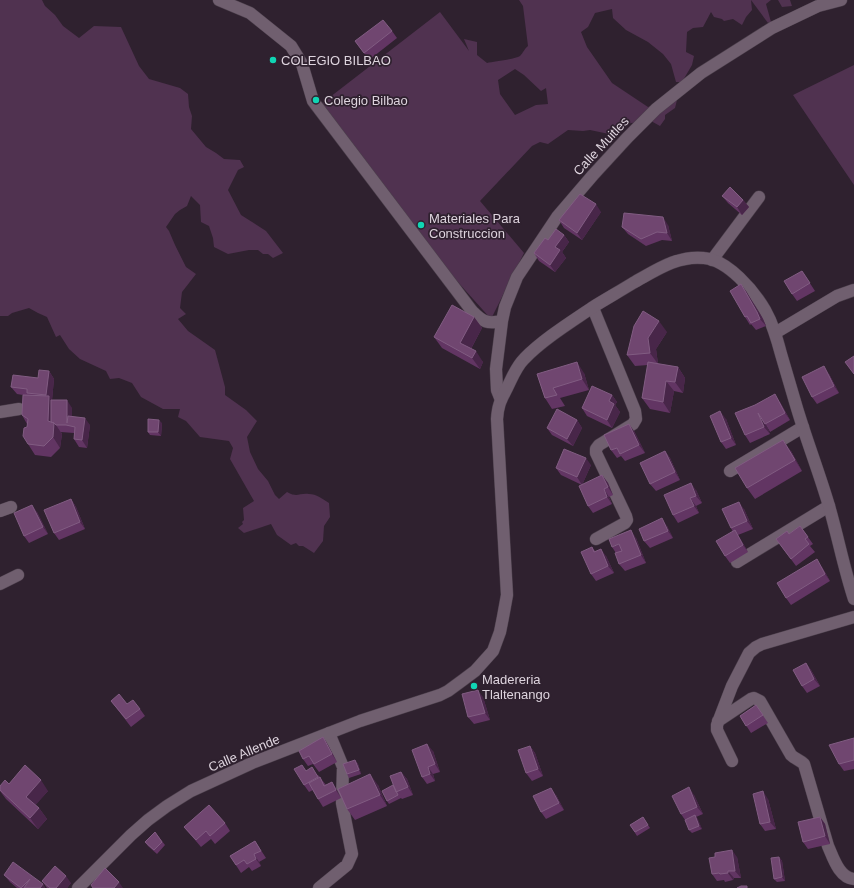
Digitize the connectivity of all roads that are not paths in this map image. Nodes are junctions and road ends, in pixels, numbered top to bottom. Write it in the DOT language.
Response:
graph roads {
  1 [pos="219,0"];
  2 [pos="841,0"];
  3 [pos="759,197"];
  4 [pos="712,260"];
  5 [pos="854,290"];
  6 [pos="593,308"];
  7 [pos="502,321"];
  8 [pos="775,333"];
  9 [pos="501,400"];
  10 [pos="19,409"];
  11 [pos="0,412"];
  12 [pos="803,427"];
  13 [pos="730,471"];
  14 [pos="829,506"];
  15 [pos="596,539"];
  16 [pos="737,562"];
  17 [pos="18,575"];
  18 [pos="0,584"];
  19 [pos="854,599"];
  20 [pos="854,617"];
  21 [pos="718,721"];
  22 [pos="329,733"];
  23 [pos="732,761"];
  24 [pos="854,879"];
  25 [pos="78,888"];
  26 [pos="319,888"];
  1 -- 7 [label="street"];
  2 -- 7 [label="street, Calle Muitles"];
  3 -- 4 [label="street"];
  4 -- 6 [label="street"];
  4 -- 8 [label="street"];
  5 -- 8 [label="street"];
  6 -- 9 [label="street"];
  6 -- 15 [label="street"];
  7 -- 9 [label="street, Calle Muitles"];
  8 -- 12 [label="street"];
  9 -- 22 [label="street, Calle Allende"];
  10 -- 11 [label="street"];
  12 -- 13 [label="street"];
  12 -- 14 [label="street"];
  14 -- 16 [label="street"];
  14 -- 19 [label="street"];
  17 -- 18 [label="street"];
  20 -- 21 [label="street"];
  21 -- 23 [label="street"];
  21 -- 24 [label="street"];
  22 -- 25 [label="street, Calle Allende"];
  22 -- 26 [label="street"];
}
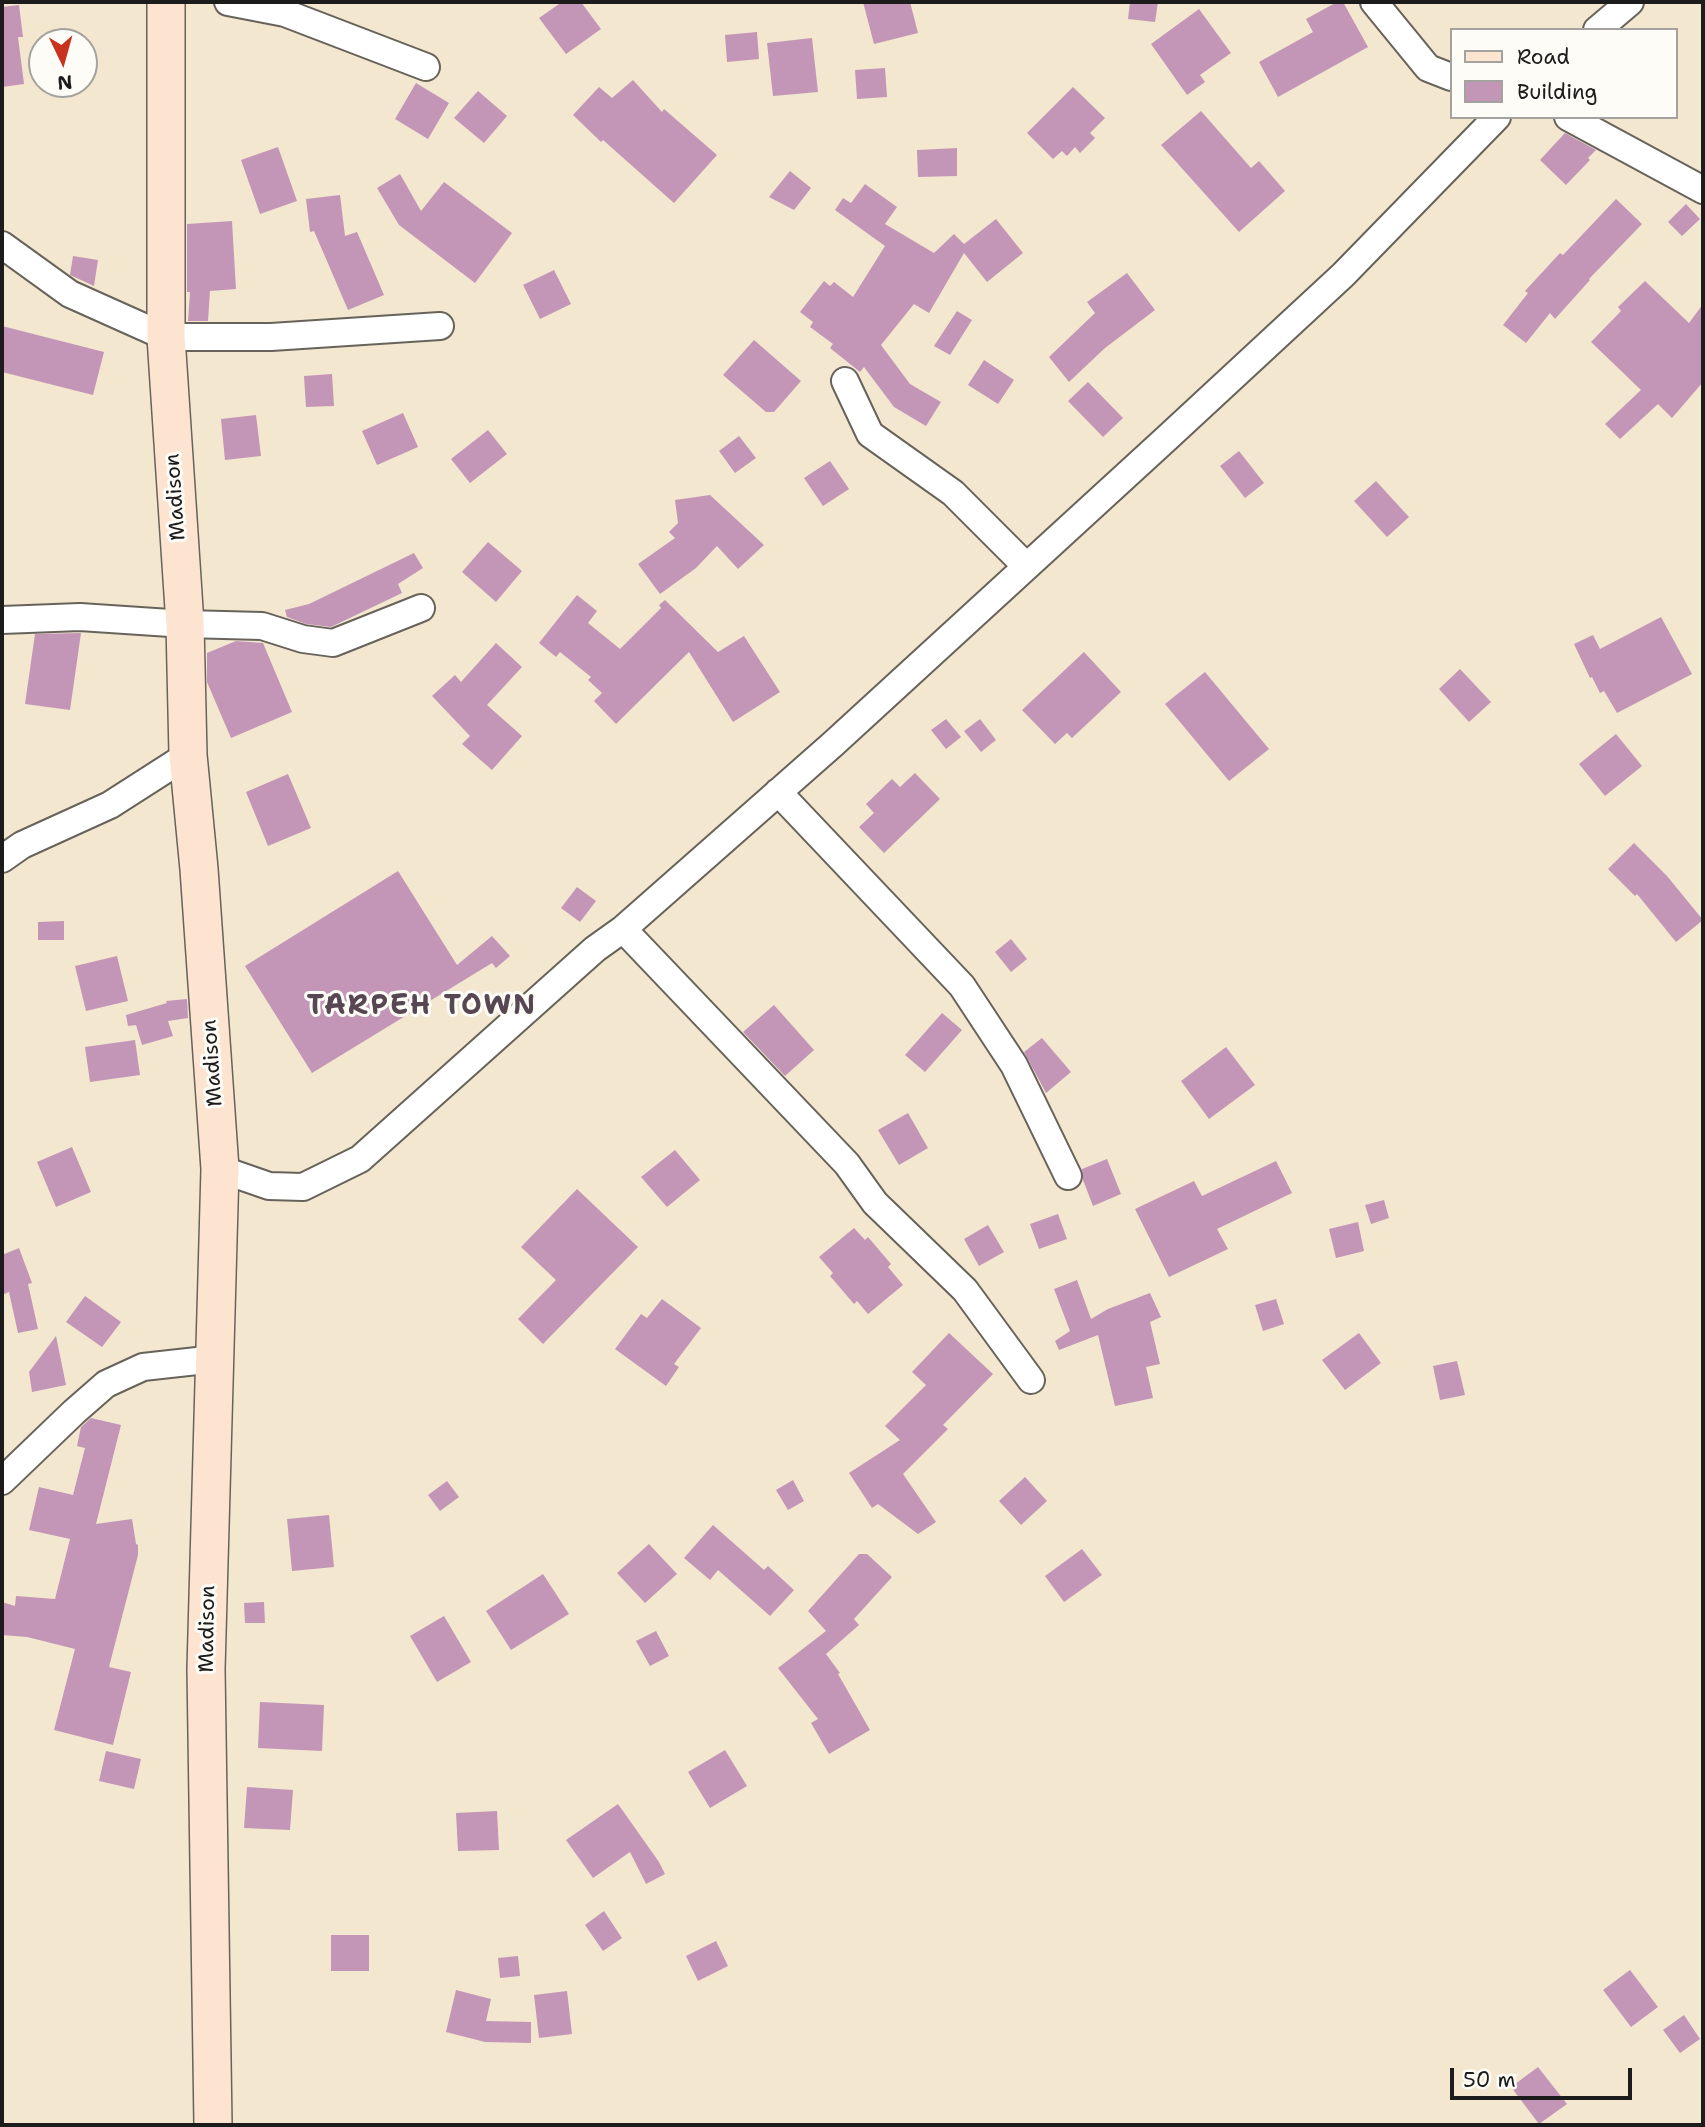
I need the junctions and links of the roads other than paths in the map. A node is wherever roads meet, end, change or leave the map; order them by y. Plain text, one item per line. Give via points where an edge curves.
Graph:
1 (166, 2) edge
2 (228, 2) edge
3 (1374, 2) edge
4 (1630, 2) edge
5 (1599, 28) edge
6 (426, 67) dead end
7 (1450, 77) edge
8 (1495, 119) edge
9 (1572, 119) edge
10 (1703, 190) edge
11 (2, 245) edge
12 (440, 326) dead end
13 (166, 337) junction
14 (845, 381) dead end
15 (1026, 566) junction
16 (421, 608) dead end
17 (2, 620) edge
18 (185, 624) junction
19 (188, 755) junction
20 (778, 792) junction
21 (2, 859) edge
22 (623, 929) junction
23 (220, 1169) junction
24 (1068, 1176) dead end
25 (215, 1359) junction
26 (1031, 1380) dead end
27 (2, 1481) edge
28 (213, 2125) edge

1 - 13 street, Madison
2 - 6 street via 285,13
3 - 7 street via 1428,68
4 - 5 street
8 - 15 street via 1343,275
9 - 10 street
11 - 13 street via 70,294
12 - 13 street via 271,337
13 - 18 street, Madison
14 - 15 street via 870,434 953,493
15 - 20 street
16 - 18 street via 333,643 262,626
17 - 18 street via 80,617
18 - 19 street, Madison
19 - 21 street via 110,805 22,845
19 - 23 street, Madison
20 - 22 street
20 - 24 street via 962,986 1014,1065
22 - 23 street via 360,1159 303,1187 269,1186
22 - 26 street via 847,1164 875,1203 965,1290
23 - 25 street, Madison
25 - 27 street via 143,1367 106,1384
25 - 28 street, Madison via 206,1669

◆ **ABOUT THIS TASK**:
Every line in the data above that contains the word "roads" should be copied.

◆ **EXPECTED OUTPUT**:
Digitize the connectivity of all roads that are not paths in this map image. Nodes are junctions and road ends, in pixels, numbered top to bottom. Write it in the DOT language.
graph roads {
I need the junctions and links of the roads other than paths in the map. A node is wherever roads meet, end, change or leave the map; order them by y. Plain text, one item per line. Give via points where an edge curves.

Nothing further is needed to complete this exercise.